What to produce
Whenever the string "highway" appears in a line below, please copy the line out.

Data for review

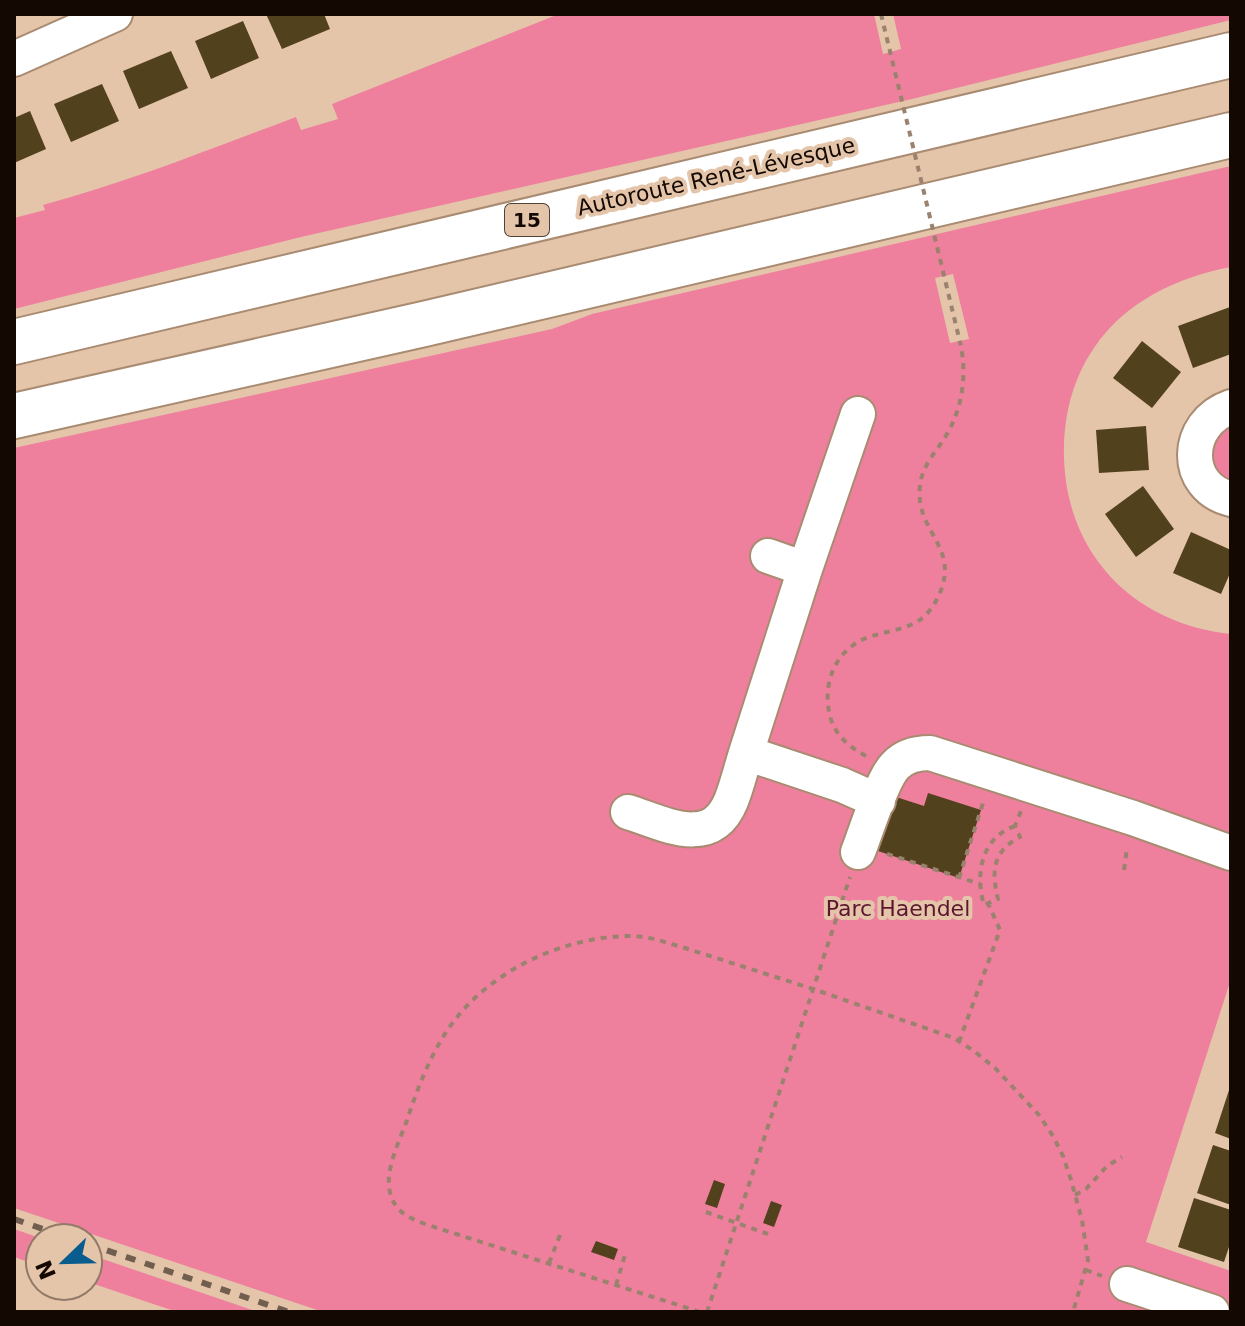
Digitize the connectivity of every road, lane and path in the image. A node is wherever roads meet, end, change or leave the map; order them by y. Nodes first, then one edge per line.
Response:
1 (115, 14) edge
2 (881, 14) edge
3 (51, 27) edge
4 (1231, 55) edge
5 (14, 59) edge
6 (1231, 135) edge
7 (14, 342) edge
8 (1231, 407) edge
9 (858, 414) dead end
10 (14, 416) edge
11 (1231, 499) edge
12 (768, 556) dead end
13 (805, 569) junction
14 (746, 753) junction
15 (875, 760) dead end
16 (985, 797) dead end
17 (878, 801) junction
18 (1021, 809) dead end
19 (628, 812) dead end
20 (1015, 826) junction
21 (1128, 843) dead end
22 (859, 849) junction
23 (1231, 853) edge
24 (999, 856) junction
25 (1006, 860) dead end
26 (1124, 870) dead end
27 (946, 873) junction
28 (959, 878) junction
29 (943, 882) dead end
30 (980, 884) junction
31 (988, 903) junction
32 (813, 989) junction
33 (959, 1042) junction
34 (1122, 1157) dead end
35 (1075, 1195) junction
36 (706, 1212) dead end
37 (736, 1223) junction
38 (562, 1230) dead end
39 (768, 1234) dead end
40 (625, 1255) dead end
41 (549, 1263) junction
42 (1086, 1270) junction
43 (1112, 1279) joint
44 (616, 1285) junction
45 (700, 1312) edge
46 (707, 1312) edge
47 (1073, 1312) edge
48 (1212, 1312) edge

1 - 3 street
2 - 15 path, bridge
3 - 5 street
4 - 7 highway, Autoroute René-Lévesque / 15
6 - 10 highway
8 - 11 street
9 - 13 street
12 - 13 street
13 - 14 street
14 - 17 street
14 - 19 street
16 - 28 path
17 - 22 street
17 - 23 street
18 - 20 path
20 - 24 path
20 - 30 path
21 - 26 path
22 - 27 path
22 - 32 path
24 - 25 path
24 - 31 path
27 - 28 path
27 - 29 path
28 - 30 path
30 - 31 path
31 - 33 path
32 - 33 path
32 - 37 path
32 - 41 path
33 - 35 path
34 - 35 path
35 - 42 path
36 - 37 path
37 - 39 path
37 - 46 path
38 - 41 path
40 - 44 path
41 - 44 path
42 - 43 path
42 - 47 path
43 - 48 street
44 - 45 path

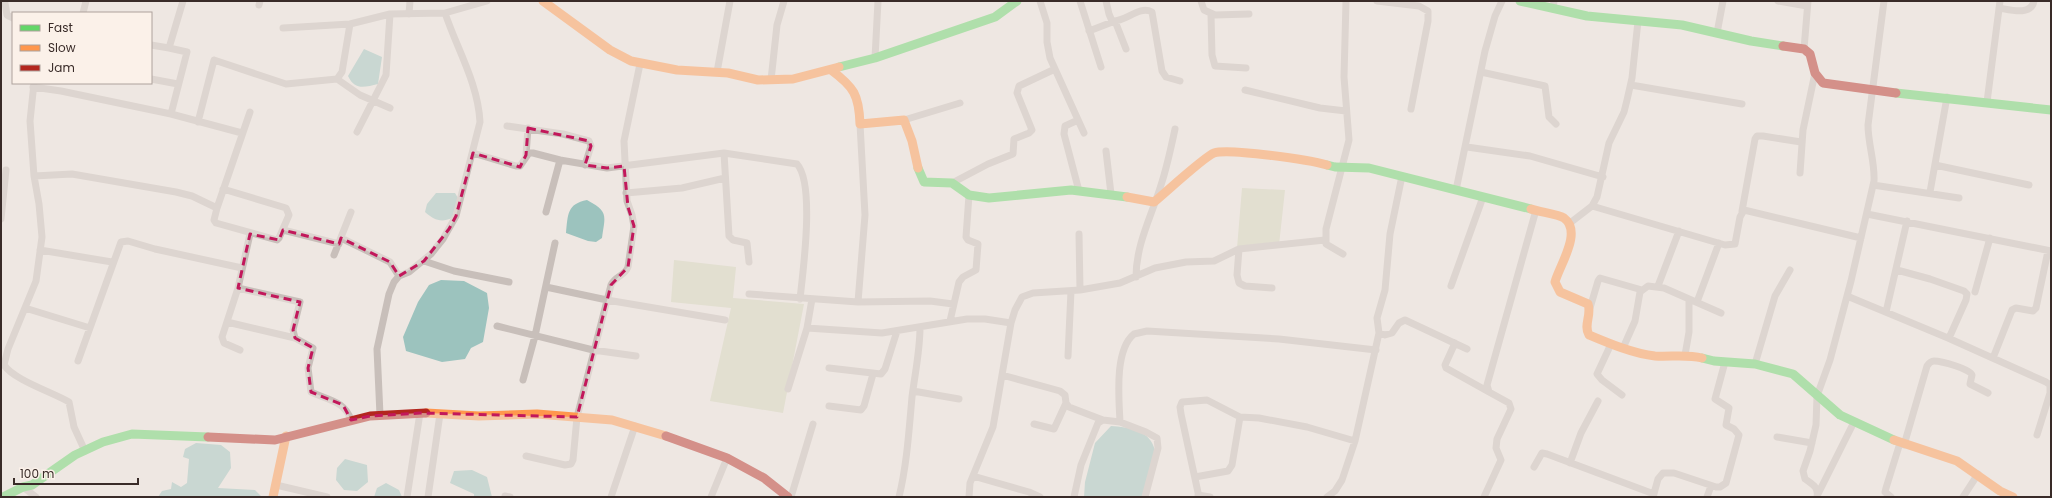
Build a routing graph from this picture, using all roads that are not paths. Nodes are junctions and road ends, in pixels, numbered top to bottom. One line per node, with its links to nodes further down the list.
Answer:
1 (9, 1): 27 (street)
2 (86, 1): 28 (street)
3 (183, 1): 42 (street)
4 (410, 1): 31 (street)
5 (487, 1): 29 (street)
6 (543, 1): 46 (street)
7 (730, 1): 51 (street)
8 (784, 1): 56 (street)
9 (878, 1): 45 (street)
10 (1017, 1): 45 (street)
11 (1040, 1): 49 (street)
12 (1080, 1): 39 (street)
13 (1106, 1): 35 (street)
14 (1201, 1): 33 (street)
15 (1346, 1): 71 (street)
16 (1377, 1): 69 (street)
17 (1502, 1): 52 (street)
18 (1520, 1): 25 (street)
19 (1723, 1): 40 (street)
20 (1778, 1): 24 (street)
21 (1884, 1): 62 (street)
22 (2034, 1): 26 (street)
23 (1, 2): 27 (street)
24 (1807, 4): 44 (street)
25 (1554, 5): 36 (street)
26 (2000, 5): 65 (street)
27 (6, 10): 34 (street)
28 (83, 12)
29 (444, 13): 31 (street); 88 (street)
30 (390, 14): 31 (street); 37 (street); 64 (street)
31 (409, 14)
32 (1249, 14): 33 (street)
33 (1211, 15): 48 (street)
34 (12, 18)
35 (1115, 21): 39 (street); 43 (street); 57 (street)
36 (1638, 21): 40 (street); 60 (street)
37 (350, 24): 38 (street); 55 (street)
38 (283, 28)
39 (1089, 31): 47 (street)
40 (1717, 33): 44 (street)
41 (152, 45): 42 (street)
42 (169, 48): 58 (street)
43 (1126, 49)
44 (1804, 49): 53 (street)
45 (875, 58): 50 (street)
46 (640, 64): 51 (street); 94 (street)
47 (1101, 67)
48 (1246, 68)
49 (1055, 69): 75 (street); 102 (street)
50 (831, 70): 56 (street); 77 (street)
51 (717, 72): 56 (street)
52 (1481, 72): 78 (street); 86 (street)
53 (1815, 73): 62 (street); 85 (street)
54 (152, 79): 58 (street)
55 (337, 79): 64 (street); 76 (street)
56 (772, 80)
57 (1180, 81)
58 (178, 84): 73 (street)
59 (34, 85): 73 (street); 98 (street)
60 (1630, 85): 67 (street); 100 (street)
61 (1245, 90): 71 (street)
62 (1873, 90): 63 (street); 103 (street)
63 (1947, 97): 65 (street); 93 (street)
64 (372, 100): 68 (street); 82 (street)
65 (1987, 102): 70 (street)
66 (960, 103): 74 (street)
67 (1742, 104)
68 (390, 108)
69 (1411, 109)
70 (2051, 110)
71 (1346, 111): 95 (street)
72 (250, 112): 83 (street)
73 (172, 114): 76 (street)
74 (904, 120): 77 (street); 102 (street)
75 (1078, 120): 84 (street); 107 (street)
76 (198, 122): 83 (street)
77 (860, 124): 164 (street)
78 (1556, 124)
79 (507, 126): 80 (street)
80 (528, 128): 90 (street); 92 (street)
81 (1176, 129): 114 (street)
82 (357, 132)
83 (242, 133): 105 (street)
84 (1084, 134)
85 (1802, 142): 97 (street); 120 (street)
86 (1466, 148): 100 (street); 106 (street)
87 (1106, 151): 110 (street)
88 (473, 153): 90 (street); 140 (street)
89 (724, 153): 94 (street); 101 (street); 161 (street)
90 (526, 155): 91 (street)
91 (560, 160): 92 (street); 119 (street)
92 (585, 164): 94 (street)
93 (1935, 165): 104 (street); 109 (street)
94 (624, 166): 108 (street)
95 (1343, 167): 99 (street); 114 (street); 131 (street)
96 (6, 170): 122 (street)
97 (1800, 173)
98 (34, 176): 116 (street); 136 (street)
99 (1402, 176): 106 (street); 180 (street)
100 (1603, 177): 115 (street)
101 (725, 178): 108 (street); 142 (street)
102 (952, 183): 111 (street)
103 (1873, 185): 109 (street); 121 (street)
104 (2029, 186)
105 (223, 189): 116 (street); 125 (street)
106 (1456, 190): 112 (street)
107 (1079, 191): 110 (street); 111 (street)
108 (626, 192): 163 (street)
109 (1930, 192): 113 (street)
110 (1111, 194): 114 (street)
111 (969, 195): 166 (street)
112 (1483, 197): 117 (street); 149 (street)
113 (1959, 198)
114 (1154, 202): 147 (street)
115 (1592, 206): 124 (street); 126 (street)
116 (217, 208): 127 (street)
117 (1536, 210): 124 (street); 205 (street)
118 (351, 212): 132 (street)
119 (546, 212)
120 (1742, 212): 129 (street); 134 (street)
121 (1866, 214): 123 (street); 129 (street)
122 (1, 218)
123 (1907, 221): 130 (street); 145 (street)
124 (1570, 223): 168 (street)
125 (283, 230): 127 (street); 132 (street)
126 (1679, 231): 134 (street); 150 (street)
127 (250, 234): 143 (street)
128 (1079, 234): 155 (street)
129 (1861, 238): 159 (street)
130 (1990, 238): 137 (street); 157 (street)
131 (1325, 240): 135 (street); 138 (street)
132 (340, 241): 139 (street); 146 (street)
133 (555, 243): 151 (street)
134 (1719, 243): 165 (street)
135 (1239, 249): 147 (street); 153 (street)
136 (40, 250): 141 (street); 167 (street)
137 (2049, 251): 194 (street)
138 (1343, 254)
139 (334, 255)
140 (424, 260): 146 (street); 148 (street)
141 (112, 262): 143 (street); 177 (street)
142 (749, 262)
143 (242, 268): 152 (street)
144 (1790, 270): 198 (street)
145 (1897, 270): 169 (street); 183 (street)
146 (399, 276): 215 (street)
147 (1136, 277): 155 (street)
148 (509, 282)
149 (1451, 286)
150 (1658, 286): 156 (street); 160 (street)
151 (546, 287): 163 (street); 181 (street)
152 (238, 288): 173 (street); 182 (street)
153 (1272, 288)
154 (1071, 290): 155 (street); 174 (street); 193 (street)
155 (1080, 290)
156 (1642, 290): 168 (street); 186 (street)
157 (1975, 292)
158 (749, 294): 161 (street)
159 (1847, 296): 169 (street); 208 (street)
160 (1689, 298): 165 (street); 191 (street)
161 (800, 299): 162 (street)
162 (812, 299): 164 (street); 178 (street)
163 (607, 300): 171 (street); 189 (street)
164 (858, 302): 166 (street)
165 (1697, 302): 170 (street)
166 (953, 304): 172 (street)
167 (25, 308): 177 (street); 195 (street)
168 (1590, 308): 185 (street)
169 (1886, 312): 183 (street)
170 (1721, 313)
171 (726, 320)
172 (950, 321): 174 (street); 176 (street)
173 (227, 322): 182 (street); 188 (street)
174 (1011, 323): 201 (street)
175 (497, 326): 181 (street)
176 (920, 327): 179 (street); 204 (street)
177 (90, 328): 196 (street)
178 (807, 328): 179 (street); 203 (street)
179 (897, 331): 200 (street)
180 (1379, 333): 184 (street); 190 (street)
181 (535, 336): 189 (street); 202 (street)
182 (295, 338): 218 (street)
183 (1949, 338): 194 (street)
184 (1455, 343): 187 (street); 205 (street)
185 (1611, 344): 186 (street); 207 (street)
186 (1623, 348): 191 (street)
187 (1467, 349)
188 (240, 350)
189 (593, 350): 192 (street); 216 (street)
190 (1376, 350): 220 (street); 228 (street)
191 (1685, 355): 197 (street)
192 (636, 356)
193 (1068, 356)
194 (1993, 358): 226 (street)
195 (3, 359): 231 (street)
196 (78, 360)
197 (1725, 362): 198 (street); 240 (street)
198 (1755, 364): 208 (street)
199 (829, 368): 200 (street)
200 (873, 374): 212 (street)
201 (1002, 375): 211 (street); 237 (street)
202 (523, 380)
203 (788, 389)
204 (913, 391): 209 (street); 255 (street)
205 (1490, 392): 262 (street)
206 (1988, 393): 230 (street)
207 (1622, 395)
208 (1817, 396): 221 (street); 229 (street)
209 (959, 399)
210 (1598, 401): 234 (street)
211 (1066, 403): 219 (street); 223 (street)
212 (829, 406)
213 (420, 413): 214 (street); 215 (street); 249 (street)
214 (440, 414): 216 (street); 250 (street)
215 (380, 415): 218 (street)
216 (577, 417): 224 (street); 232 (street)
217 (1240, 417): 228 (street); 238 (street); 238 (street)
218 (351, 420): 225 (street)
219 (1103, 420): 220 (street); 258 (street)
220 (1120, 422): 259 (street)
221 (1854, 422): 230 (street); 245 (street)
222 (813, 424): 254 (street)
223 (1034, 424)
224 (634, 426): 233 (street); 251 (street)
225 (286, 436): 231 (street); 239 (street)
226 (2037, 436)
227 (1777, 437): 229 (street)
228 (1355, 441): 261 (street)
229 (1812, 443): 245 (street)
230 (1902, 444): 236 (street); 264 (street)
231 (85, 451): 241 (street)
232 (526, 456)
233 (728, 458): 252 (street); 253 (street)
234 (1570, 462): 235 (street); 242 (street)
235 (1534, 467)
236 (1978, 474): 265 (street); 266 (street)
237 (973, 476): 256 (street); 257 (street)
238 (1194, 477): 244 (street)
239 (276, 485): 247 (street); 248 (street)
240 (1711, 486): 242 (street); 263 (street)
241 (23, 487): 243 (street); 246 (street)
242 (1653, 495)
243 (2, 496)
244 (1199, 496): 260 (street)
245 (1817, 496)
246 (36, 497)
247 (274, 497)
248 (326, 497)
249 (407, 497)
250 (428, 497)
251 (611, 497)
252 (711, 497)
253 (788, 497)
254 (791, 497)
255 (899, 497)
256 (969, 497)
257 (1040, 497)
258 (1074, 497)
259 (1145, 497)
260 (1210, 497)
261 (1327, 497)
262 (1484, 497)
263 (1707, 497)
264 (1891, 497)
265 (1963, 497)
266 (2013, 497)

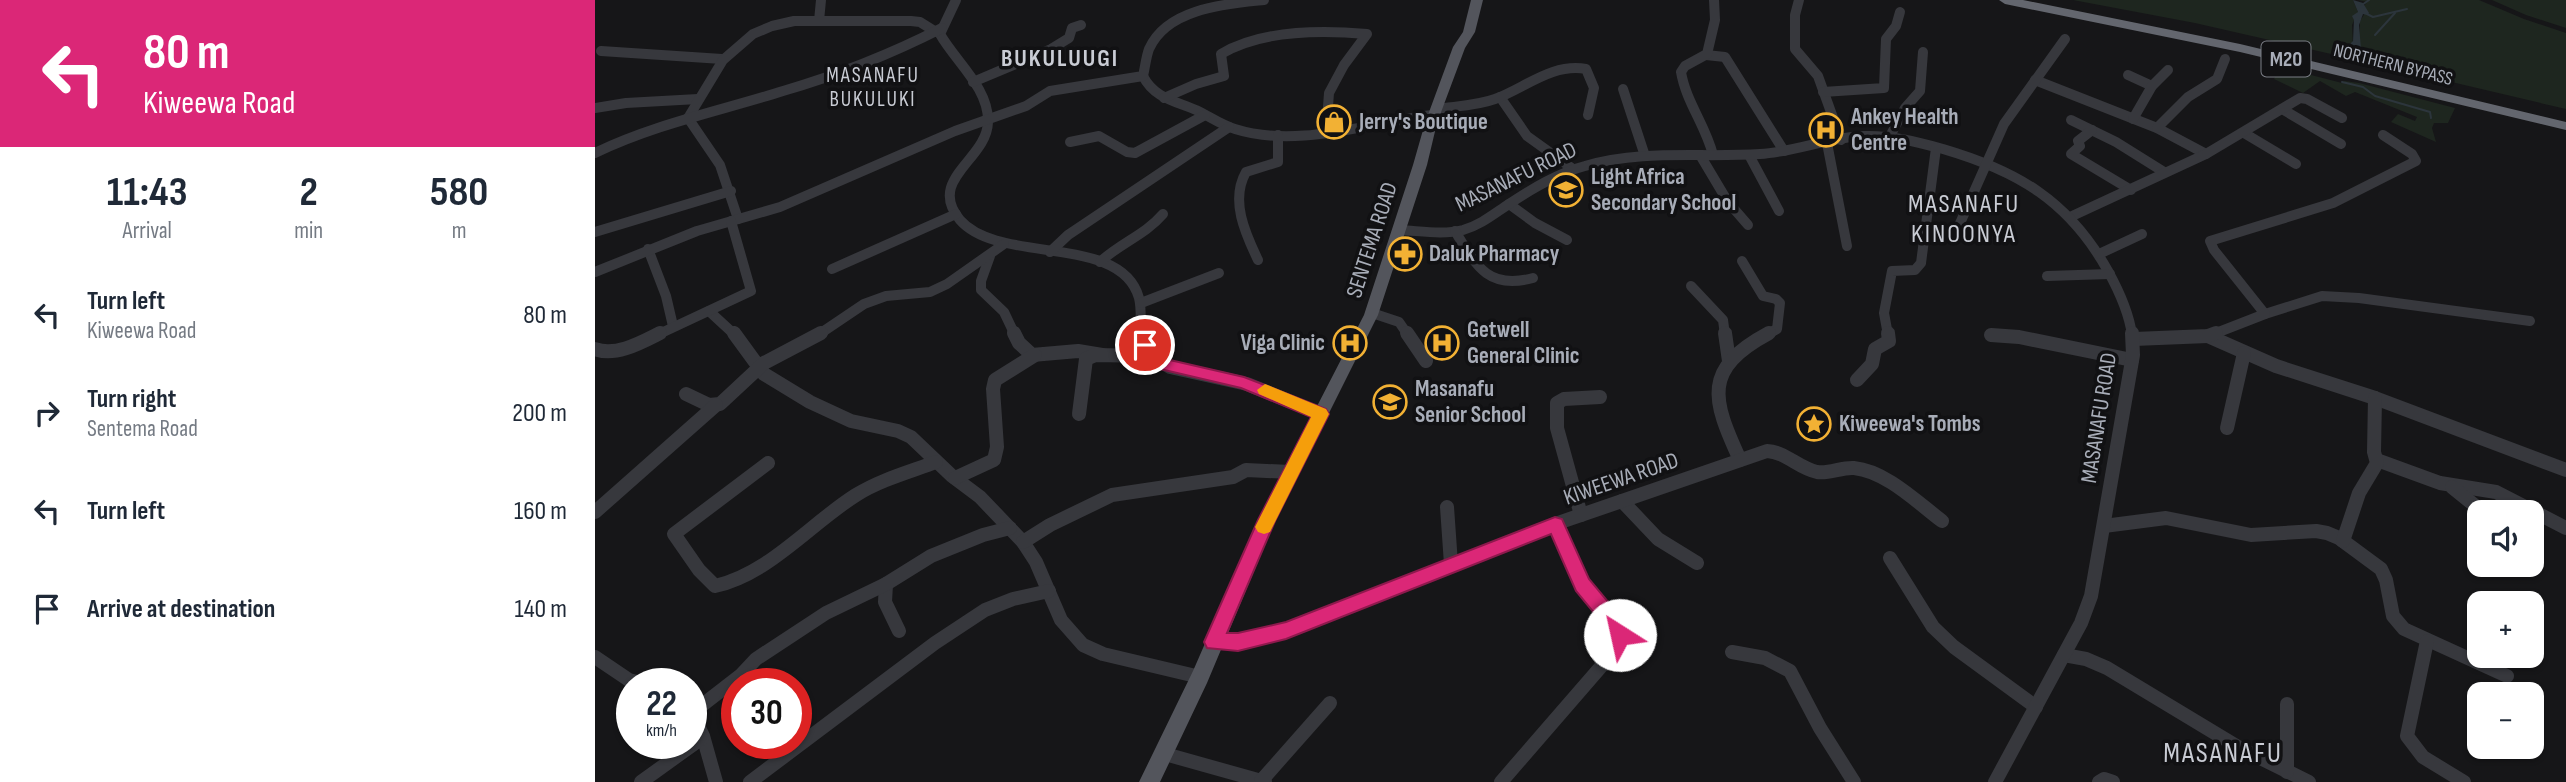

Response area
4 - 7 highway, Autoroute René-Lévesque / 15
6 - 10 highway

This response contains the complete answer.